- French theatrical release poster
- French: Reflet dans un diamant mort
- Directed by: Hélène Cattet Bruno Forzani
- Written by: Hélène Cattet; Bruno Forzani;
- Produced by: Pierre Foulon
- Starring: Fabio Testi; Yannick Renier; Koen De Bouw; Maria de Medeiros; Thi Mai Nguyen; Céline Camara;
- Cinematography: Manu Dacosse
- Edited by: Bernard Beets
- Production companies: Kozak Films; Les Films Fauves; Dandy Projects; Tobina Films; Savage Film; To Be Continued;
- Distributed by: UFO Distribution (France); Cinéart (Belgium); Lucky Red (Italy);
- Release dates: 16 February 2025 (Berlinale); 30 April 2025 (Belgium); 25 June 2025 (France); 3 July 2025 (Italy);
- Running time: 87 minutes
- Countries: Belgium; Luxembourg; Italy; France;
- Languages: French; Italian; English;
- Box office: $70,269

= Reflection in a Dead Diamond =

2025 film by Hélène Cattet and Bruno Forzani

Reflection in a Dead Diamond (Reflet dans un diamant mort) is a 2025 action mystery thriller film written and directed by Hélène Cattet and Bruno Forzani. A homage to 1960s Eurospy films, it follows John Diman (Fabio Testi), a septuagenarian retired spy living on the French Riviera, who fears his former enemies are back for a final fight when his intriguing next-door neighbor mysteriously disappears.

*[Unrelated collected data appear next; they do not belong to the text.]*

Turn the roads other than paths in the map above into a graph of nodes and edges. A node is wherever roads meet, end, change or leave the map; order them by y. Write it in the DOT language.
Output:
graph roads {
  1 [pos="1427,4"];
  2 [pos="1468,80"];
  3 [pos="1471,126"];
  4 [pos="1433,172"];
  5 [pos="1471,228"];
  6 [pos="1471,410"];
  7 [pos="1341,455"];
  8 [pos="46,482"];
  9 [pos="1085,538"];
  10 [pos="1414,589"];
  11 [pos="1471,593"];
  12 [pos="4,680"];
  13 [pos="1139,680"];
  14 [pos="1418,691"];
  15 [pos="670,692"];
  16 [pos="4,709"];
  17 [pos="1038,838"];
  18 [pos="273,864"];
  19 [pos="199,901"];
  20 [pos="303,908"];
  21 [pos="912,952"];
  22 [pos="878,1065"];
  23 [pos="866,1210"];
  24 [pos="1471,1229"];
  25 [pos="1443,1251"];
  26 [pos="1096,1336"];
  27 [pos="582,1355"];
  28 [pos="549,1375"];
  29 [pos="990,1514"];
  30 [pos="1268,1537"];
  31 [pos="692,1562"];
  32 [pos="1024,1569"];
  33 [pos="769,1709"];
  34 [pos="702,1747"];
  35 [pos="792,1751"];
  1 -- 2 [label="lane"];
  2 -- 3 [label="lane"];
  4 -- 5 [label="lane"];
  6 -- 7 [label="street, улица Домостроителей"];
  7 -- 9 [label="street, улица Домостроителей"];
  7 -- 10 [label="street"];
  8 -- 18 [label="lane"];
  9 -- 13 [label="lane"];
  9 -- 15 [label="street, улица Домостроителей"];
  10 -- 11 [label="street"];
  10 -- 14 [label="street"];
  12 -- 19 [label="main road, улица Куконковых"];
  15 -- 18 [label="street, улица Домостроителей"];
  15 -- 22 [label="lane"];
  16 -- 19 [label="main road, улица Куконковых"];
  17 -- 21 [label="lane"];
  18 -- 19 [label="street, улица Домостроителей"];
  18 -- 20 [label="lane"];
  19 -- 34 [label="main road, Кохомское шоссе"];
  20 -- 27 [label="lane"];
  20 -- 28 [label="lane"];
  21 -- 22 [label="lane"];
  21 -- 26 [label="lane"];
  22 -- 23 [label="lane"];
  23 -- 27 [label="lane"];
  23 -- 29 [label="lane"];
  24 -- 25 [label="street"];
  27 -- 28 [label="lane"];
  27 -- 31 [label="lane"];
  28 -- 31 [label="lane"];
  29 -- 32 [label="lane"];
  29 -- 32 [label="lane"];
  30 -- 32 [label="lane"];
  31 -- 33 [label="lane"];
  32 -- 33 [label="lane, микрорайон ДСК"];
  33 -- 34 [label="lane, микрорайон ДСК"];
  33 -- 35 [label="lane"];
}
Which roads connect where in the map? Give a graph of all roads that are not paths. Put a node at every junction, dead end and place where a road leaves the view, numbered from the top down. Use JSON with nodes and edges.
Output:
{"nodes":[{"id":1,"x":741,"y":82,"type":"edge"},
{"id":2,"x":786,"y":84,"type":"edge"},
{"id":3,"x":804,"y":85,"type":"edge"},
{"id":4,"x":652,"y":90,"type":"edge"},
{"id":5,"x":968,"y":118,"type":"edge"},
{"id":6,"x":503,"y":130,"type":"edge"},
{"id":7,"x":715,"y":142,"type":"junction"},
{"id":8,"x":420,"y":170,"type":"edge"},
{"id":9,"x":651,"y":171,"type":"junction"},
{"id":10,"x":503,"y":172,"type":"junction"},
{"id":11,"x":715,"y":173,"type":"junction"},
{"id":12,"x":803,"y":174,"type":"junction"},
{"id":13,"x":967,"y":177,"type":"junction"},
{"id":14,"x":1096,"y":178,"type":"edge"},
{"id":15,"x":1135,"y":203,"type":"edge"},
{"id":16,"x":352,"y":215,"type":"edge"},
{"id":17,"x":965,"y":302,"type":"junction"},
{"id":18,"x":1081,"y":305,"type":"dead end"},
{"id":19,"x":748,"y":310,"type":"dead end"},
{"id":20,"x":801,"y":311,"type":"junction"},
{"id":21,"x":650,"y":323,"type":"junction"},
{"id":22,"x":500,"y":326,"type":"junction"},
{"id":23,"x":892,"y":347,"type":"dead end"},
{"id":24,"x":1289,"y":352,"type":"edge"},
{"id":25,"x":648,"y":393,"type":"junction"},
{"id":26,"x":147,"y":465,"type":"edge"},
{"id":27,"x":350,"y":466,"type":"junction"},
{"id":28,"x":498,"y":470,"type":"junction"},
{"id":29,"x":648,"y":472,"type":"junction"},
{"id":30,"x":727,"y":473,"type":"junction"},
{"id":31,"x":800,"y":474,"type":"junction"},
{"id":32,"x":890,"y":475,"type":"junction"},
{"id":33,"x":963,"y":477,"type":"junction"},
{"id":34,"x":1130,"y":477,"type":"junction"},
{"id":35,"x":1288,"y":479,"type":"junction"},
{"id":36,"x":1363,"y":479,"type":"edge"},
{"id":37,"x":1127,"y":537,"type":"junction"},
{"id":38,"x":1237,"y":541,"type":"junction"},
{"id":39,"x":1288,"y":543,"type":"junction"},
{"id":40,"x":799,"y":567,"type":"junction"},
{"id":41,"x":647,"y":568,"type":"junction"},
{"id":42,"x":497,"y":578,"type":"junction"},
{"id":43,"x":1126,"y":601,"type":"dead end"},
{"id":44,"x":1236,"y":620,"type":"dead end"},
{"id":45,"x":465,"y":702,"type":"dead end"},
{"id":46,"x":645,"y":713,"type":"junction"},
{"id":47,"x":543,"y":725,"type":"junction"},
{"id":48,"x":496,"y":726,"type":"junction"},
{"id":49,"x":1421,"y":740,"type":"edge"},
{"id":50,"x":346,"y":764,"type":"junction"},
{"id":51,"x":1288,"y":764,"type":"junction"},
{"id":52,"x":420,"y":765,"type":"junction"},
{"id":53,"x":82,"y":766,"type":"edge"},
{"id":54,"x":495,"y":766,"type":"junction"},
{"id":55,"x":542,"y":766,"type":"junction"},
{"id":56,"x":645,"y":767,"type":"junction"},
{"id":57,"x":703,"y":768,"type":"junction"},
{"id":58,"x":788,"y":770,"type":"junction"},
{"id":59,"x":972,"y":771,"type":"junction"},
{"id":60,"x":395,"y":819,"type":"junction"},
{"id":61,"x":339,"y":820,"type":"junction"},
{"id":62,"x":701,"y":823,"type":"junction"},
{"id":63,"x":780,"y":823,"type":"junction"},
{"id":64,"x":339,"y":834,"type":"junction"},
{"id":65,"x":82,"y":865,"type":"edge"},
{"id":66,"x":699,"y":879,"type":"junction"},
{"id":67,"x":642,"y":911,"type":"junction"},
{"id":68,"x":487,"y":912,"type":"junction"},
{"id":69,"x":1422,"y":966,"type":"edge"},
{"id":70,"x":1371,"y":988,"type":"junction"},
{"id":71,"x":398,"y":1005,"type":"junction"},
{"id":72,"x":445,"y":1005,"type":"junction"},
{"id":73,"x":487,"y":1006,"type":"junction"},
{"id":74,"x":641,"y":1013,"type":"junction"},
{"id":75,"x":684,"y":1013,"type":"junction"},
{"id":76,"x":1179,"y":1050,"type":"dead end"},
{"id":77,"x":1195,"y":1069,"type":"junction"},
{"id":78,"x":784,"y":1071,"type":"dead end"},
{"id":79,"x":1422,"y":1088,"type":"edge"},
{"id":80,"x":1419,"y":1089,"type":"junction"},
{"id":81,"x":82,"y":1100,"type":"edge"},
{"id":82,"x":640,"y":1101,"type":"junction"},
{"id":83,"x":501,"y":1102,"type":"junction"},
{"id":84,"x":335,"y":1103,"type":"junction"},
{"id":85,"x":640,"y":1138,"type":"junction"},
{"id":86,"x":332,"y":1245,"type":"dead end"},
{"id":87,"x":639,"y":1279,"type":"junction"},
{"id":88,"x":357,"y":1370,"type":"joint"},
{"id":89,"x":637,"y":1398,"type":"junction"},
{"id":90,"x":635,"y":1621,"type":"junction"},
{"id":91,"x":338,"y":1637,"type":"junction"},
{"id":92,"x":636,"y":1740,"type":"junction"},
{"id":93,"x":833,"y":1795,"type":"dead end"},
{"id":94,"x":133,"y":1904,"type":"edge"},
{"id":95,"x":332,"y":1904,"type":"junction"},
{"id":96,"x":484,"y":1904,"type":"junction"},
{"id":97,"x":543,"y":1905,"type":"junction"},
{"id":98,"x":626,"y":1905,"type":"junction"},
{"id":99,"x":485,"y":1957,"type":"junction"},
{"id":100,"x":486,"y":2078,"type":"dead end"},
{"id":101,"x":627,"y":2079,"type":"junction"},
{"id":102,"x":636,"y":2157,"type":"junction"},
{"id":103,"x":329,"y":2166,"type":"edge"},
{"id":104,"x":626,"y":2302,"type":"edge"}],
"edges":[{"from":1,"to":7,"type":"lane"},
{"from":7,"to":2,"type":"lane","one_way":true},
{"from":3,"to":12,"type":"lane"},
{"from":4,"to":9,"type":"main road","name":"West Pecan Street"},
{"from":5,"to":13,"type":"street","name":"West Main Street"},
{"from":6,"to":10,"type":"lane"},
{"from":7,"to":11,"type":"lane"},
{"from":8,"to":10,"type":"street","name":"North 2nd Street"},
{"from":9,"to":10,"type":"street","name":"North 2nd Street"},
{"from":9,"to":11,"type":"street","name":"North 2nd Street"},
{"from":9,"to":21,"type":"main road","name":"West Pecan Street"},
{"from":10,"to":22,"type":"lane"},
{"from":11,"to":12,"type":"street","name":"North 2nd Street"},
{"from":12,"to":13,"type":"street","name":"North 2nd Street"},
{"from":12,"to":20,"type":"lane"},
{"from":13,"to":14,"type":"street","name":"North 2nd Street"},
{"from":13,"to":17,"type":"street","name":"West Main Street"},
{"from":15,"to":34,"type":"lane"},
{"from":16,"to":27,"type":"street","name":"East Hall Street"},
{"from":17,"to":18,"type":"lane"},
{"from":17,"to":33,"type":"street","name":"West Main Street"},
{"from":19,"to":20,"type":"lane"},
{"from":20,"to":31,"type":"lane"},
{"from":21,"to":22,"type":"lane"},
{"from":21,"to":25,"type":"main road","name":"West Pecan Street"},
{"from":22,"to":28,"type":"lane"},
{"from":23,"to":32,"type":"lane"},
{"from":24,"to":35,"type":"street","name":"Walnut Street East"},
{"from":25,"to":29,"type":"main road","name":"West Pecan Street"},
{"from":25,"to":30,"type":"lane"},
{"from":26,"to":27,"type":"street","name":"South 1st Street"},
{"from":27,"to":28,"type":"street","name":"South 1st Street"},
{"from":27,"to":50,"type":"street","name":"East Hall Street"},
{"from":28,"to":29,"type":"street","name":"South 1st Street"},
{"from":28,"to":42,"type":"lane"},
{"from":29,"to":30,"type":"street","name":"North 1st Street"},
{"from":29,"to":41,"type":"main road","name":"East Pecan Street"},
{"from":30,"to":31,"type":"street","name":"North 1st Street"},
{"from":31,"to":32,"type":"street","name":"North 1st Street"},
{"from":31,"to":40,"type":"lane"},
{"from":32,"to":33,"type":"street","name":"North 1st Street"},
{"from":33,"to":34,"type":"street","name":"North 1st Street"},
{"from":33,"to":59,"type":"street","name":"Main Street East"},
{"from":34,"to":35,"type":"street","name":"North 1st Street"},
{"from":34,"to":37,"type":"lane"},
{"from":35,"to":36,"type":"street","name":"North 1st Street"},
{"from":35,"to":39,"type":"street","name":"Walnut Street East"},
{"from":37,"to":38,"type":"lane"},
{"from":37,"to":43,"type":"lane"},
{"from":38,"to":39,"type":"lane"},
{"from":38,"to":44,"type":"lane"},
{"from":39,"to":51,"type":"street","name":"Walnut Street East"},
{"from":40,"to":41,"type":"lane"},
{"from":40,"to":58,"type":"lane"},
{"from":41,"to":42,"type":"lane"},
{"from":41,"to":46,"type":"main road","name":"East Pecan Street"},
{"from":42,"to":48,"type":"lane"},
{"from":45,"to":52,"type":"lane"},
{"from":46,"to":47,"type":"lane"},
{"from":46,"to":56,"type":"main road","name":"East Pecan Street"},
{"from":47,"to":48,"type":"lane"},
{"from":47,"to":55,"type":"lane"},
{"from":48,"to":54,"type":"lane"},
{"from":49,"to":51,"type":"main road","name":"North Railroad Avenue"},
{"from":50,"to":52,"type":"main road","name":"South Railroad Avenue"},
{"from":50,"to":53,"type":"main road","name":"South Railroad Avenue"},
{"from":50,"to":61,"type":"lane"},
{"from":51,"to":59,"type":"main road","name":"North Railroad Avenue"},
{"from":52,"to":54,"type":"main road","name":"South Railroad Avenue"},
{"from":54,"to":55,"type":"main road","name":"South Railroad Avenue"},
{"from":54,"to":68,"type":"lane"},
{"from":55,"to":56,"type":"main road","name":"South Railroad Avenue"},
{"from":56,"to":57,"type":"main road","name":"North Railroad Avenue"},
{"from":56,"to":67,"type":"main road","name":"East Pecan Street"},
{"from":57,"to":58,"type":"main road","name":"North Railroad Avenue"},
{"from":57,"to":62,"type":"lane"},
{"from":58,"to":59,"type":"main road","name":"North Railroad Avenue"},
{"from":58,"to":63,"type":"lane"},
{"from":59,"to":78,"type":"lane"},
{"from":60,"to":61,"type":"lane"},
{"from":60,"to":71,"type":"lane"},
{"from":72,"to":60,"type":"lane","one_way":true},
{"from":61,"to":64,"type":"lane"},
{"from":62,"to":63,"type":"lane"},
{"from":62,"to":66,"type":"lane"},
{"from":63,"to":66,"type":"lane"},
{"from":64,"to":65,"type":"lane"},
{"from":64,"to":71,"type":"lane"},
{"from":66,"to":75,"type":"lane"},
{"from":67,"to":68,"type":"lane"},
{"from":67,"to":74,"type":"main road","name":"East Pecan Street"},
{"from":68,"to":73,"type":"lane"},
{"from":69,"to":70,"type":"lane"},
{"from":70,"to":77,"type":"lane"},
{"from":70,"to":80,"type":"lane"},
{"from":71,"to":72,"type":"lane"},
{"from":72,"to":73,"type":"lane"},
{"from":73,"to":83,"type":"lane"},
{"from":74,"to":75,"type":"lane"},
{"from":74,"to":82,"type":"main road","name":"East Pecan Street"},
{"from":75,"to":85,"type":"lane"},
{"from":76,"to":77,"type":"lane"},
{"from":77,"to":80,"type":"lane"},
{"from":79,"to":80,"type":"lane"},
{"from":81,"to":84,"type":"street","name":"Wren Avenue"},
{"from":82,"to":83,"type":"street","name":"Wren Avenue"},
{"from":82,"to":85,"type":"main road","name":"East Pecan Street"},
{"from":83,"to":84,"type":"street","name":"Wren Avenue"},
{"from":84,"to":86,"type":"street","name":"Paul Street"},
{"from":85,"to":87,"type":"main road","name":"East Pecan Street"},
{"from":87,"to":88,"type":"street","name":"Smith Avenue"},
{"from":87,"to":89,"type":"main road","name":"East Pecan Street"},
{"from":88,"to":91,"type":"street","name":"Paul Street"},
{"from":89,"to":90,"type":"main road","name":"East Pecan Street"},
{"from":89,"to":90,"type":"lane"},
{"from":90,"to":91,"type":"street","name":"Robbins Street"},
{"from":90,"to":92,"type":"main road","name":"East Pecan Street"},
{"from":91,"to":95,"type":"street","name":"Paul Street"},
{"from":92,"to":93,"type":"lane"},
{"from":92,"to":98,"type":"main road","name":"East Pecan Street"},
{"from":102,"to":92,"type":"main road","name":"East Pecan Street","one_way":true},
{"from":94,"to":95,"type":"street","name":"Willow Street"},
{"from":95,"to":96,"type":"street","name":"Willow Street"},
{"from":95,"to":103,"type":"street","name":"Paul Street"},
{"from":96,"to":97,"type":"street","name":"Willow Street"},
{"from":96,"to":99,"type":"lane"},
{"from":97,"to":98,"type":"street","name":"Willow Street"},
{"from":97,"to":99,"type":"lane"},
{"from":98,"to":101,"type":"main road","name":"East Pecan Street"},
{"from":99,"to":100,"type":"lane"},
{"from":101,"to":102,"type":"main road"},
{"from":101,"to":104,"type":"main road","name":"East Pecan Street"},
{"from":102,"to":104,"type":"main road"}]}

The film had its world premiere in the main competition of the 75th Berlin International Film Festival on 16 February 2025, where it was nominated for the Golden Bear. It was released theatrically in Belgium on 30 April 2025 by Cinéart in France on 25 June 2025 by UFO Distribution and in Italy on 3 July 2025 by Lucky Red.

==Premise==
John D, a retired spy in his 70s residing in a luxurious hotel on the French Riviera, is fascinated by his new neighbor, who kindles his memories of the Riviera's vibrant days in the 1960s. When his neighbor vanishes without a trace, John is forced to confront his past demons.

==Cast==
- Fabio Testi as John Diman
  - Yannick Renier as young John Diman
- Koen De Bouw as Markus Strand
- Maria de Medeiros as the author
- Thi Mai Nguyen as Serpentik
- Céline Camara
- Kézia Quental as Cantatrice

==Production==
In January 2023, screen.brussels invested in the film. Five days of the filming were done in Brussels out of a total of forty days. Filming wrapped in December 2023. It is produced by Kozak Films, Les Films Fauves, Dandy Projects, Tobina Film, Savage Film, and To Be Continued with the backing of screen.brussels.

==Release==
Reflection in a Dead Diamond had its world premiere in the main competition of 75th Berlin International Film Festival on 16 February 2025. In May 2024, the Italian sales company True Colours acquired worldwide rights to the film. Ahead of the film's world premiere, Shudder acquired distribution rights to North America, the United Kingdom, Ireland, Australia and New Zealand, and released the film on its platform in those territories on 5 December 2025.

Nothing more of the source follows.